Residual CNN + Bi-LSTM model to analyze GPR B scan images


Özkaya U., ÖZTÜRK Ş., Melgani F., Seyfi L.

Automation in Construction, vol.123, 2021 (SCI-Expanded) identifier

  • Publication Type: Article / Article
  • Volume: 123
  • Publication Date: 2021
  • Doi Number: 10.1016/j.autcon.2020.103525
  • Journal Name: Automation in Construction
  • Journal Indexes: Science Citation Index Expanded (SCI-EXPANDED), Scopus, Academic Search Premier, PASCAL, Aerospace Database, Communication Abstracts, ICONDA Bibliographic, INSPEC, Metadex, Civil Engineering Abstracts
  • Keywords: Bi-LSTM, CNN, GPR, Residual connections
  • Ankara Haci Bayram Veli University Affiliated: Yes

Abstract

In this study, the residual Convolutional Neural Network (CNN) with the Bidirectional Long Short Time Memory (Bi-LSTM) model has proposed for the analysis of Ground Penetrating Radar B scan (GPR B Scan) images.

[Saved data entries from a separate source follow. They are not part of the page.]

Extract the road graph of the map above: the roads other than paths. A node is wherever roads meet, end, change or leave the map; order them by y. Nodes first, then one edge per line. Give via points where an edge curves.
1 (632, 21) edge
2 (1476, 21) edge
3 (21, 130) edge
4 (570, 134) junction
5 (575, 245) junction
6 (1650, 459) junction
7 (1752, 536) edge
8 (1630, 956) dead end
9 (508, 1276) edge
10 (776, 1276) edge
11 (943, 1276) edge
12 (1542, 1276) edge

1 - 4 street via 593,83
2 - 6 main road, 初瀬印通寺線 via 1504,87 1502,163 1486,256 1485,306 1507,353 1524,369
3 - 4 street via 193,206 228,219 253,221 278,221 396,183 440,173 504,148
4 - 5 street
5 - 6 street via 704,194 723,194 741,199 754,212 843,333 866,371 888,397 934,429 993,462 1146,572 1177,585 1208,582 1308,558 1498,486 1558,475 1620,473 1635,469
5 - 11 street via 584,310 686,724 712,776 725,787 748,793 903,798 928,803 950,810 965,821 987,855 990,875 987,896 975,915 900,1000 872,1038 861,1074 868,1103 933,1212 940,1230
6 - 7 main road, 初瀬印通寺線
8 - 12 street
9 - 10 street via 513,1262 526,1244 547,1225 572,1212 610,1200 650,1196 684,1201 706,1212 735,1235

GPR characteristics, scanning frequency, and soil type make it very difficult to analyze GPR B Scan images. Also, noise and clutter in the image make this problem more challenging. The proposed method shows high performance in determining the scanning frequency of GPR B Scan images, type of GPR device, and the type of soil. In particular, residual structures and types of Bi-LSTMs connection within the proposed method led to increasing the performance. The metric performance of the proposed method is higher compared to other transfer learning based CNN structures.